Which lines in the data contain the word "Đồng"? Please copy each of them.

Start of Input material

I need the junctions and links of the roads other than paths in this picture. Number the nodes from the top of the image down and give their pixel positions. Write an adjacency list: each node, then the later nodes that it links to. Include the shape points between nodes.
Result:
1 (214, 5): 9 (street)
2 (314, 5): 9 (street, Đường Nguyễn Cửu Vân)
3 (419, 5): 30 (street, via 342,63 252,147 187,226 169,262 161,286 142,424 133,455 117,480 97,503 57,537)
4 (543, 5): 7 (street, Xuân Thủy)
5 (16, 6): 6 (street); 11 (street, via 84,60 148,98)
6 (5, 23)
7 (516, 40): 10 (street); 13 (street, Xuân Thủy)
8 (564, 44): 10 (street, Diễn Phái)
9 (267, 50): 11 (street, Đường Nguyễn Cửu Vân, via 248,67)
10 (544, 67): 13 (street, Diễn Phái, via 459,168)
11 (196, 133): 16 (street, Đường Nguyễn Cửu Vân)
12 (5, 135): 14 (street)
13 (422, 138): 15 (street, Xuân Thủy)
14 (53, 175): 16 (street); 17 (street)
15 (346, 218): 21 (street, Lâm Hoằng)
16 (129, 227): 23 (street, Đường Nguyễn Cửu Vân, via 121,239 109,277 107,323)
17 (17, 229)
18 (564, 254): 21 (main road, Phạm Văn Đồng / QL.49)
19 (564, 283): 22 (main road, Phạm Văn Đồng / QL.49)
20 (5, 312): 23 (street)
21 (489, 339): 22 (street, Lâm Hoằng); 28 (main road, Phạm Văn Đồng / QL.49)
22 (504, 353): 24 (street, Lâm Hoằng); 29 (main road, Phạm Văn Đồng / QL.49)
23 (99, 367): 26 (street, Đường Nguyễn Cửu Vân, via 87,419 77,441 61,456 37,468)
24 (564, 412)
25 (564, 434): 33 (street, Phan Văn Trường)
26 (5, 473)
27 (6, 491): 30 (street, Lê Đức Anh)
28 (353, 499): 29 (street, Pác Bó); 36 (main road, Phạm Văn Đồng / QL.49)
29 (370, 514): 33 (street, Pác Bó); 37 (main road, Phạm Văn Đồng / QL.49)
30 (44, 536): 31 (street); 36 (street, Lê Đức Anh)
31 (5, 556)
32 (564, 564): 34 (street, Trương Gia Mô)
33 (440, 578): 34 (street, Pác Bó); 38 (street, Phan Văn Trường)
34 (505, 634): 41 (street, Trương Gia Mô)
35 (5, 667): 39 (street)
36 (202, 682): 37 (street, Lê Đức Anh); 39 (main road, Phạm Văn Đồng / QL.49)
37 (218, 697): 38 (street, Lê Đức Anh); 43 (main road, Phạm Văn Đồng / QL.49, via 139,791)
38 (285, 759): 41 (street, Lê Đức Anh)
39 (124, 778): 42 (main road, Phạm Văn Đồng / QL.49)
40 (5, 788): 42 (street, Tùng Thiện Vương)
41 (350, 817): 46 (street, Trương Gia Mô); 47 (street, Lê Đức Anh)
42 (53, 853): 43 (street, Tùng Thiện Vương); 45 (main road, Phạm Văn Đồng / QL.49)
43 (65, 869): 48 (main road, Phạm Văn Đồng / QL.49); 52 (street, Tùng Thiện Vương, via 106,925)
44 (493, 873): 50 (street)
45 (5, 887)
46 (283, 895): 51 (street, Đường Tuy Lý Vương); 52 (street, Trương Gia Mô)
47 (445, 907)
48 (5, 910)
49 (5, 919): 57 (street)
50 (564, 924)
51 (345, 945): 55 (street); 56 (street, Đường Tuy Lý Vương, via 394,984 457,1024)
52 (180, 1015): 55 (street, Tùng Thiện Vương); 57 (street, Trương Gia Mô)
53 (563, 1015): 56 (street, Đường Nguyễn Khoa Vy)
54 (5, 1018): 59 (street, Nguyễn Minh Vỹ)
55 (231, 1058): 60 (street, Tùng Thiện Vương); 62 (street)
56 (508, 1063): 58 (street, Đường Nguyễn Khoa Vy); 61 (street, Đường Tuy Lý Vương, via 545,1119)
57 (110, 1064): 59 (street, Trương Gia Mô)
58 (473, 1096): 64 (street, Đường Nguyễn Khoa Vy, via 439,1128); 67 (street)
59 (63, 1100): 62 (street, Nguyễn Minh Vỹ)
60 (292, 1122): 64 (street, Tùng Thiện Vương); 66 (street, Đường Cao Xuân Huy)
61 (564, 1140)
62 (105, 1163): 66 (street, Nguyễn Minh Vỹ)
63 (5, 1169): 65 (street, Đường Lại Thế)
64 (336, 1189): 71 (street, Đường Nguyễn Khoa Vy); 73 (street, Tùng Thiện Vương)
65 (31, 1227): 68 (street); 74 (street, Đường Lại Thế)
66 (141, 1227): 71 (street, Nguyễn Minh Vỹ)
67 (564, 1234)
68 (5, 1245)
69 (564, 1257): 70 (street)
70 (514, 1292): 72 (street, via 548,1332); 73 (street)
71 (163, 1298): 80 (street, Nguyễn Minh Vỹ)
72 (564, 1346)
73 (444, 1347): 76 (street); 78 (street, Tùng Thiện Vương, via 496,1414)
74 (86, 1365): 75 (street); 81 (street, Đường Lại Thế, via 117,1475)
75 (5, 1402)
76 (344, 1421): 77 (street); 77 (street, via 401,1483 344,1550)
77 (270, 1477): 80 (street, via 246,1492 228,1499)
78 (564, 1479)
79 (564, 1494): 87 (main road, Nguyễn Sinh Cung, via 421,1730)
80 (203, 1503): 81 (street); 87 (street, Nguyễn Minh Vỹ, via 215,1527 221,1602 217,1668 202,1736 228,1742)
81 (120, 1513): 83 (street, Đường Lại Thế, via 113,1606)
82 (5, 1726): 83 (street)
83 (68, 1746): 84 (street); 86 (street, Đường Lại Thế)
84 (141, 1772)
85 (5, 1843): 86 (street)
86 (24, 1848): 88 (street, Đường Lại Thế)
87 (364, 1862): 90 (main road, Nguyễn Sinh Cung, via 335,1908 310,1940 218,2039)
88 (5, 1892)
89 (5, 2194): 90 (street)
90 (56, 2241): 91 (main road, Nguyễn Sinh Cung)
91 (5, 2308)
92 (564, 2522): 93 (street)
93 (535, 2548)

End of Input material

▶ _Response box_:
18 (564, 254): 21 (main road, Phạm Văn Đồng / QL.49)
19 (564, 283): 22 (main road, Phạm Văn Đồng / QL.49)
21 (489, 339): 22 (street, Lâm Hoằng); 28 (main road, Phạm Văn Đồng / QL.49)
22 (504, 353): 24 (street, Lâm Hoằng); 29 (main road, Phạm Văn Đồng / QL.49)
28 (353, 499): 29 (street, Pác Bó); 36 (main road, Phạm Văn Đồng / QL.49)
29 (370, 514): 33 (street, Pác Bó); 37 (main road, Phạm Văn Đồng / QL.49)
36 (202, 682): 37 (street, Lê Đức Anh); 39 (main road, Phạm Văn Đồng / QL.49)
37 (218, 697): 38 (street, Lê Đức Anh); 43 (main road, Phạm Văn Đồng / QL.49, via 139,791)
39 (124, 778): 42 (main road, Phạm Văn Đồng / QL.49)
42 (53, 853): 43 (street, Tùng Thiện Vương); 45 (main road, Phạm Văn Đồng / QL.49)
43 (65, 869): 48 (main road, Phạm Văn Đồng / QL.49); 52 (street, Tùng Thiện Vương, via 106,925)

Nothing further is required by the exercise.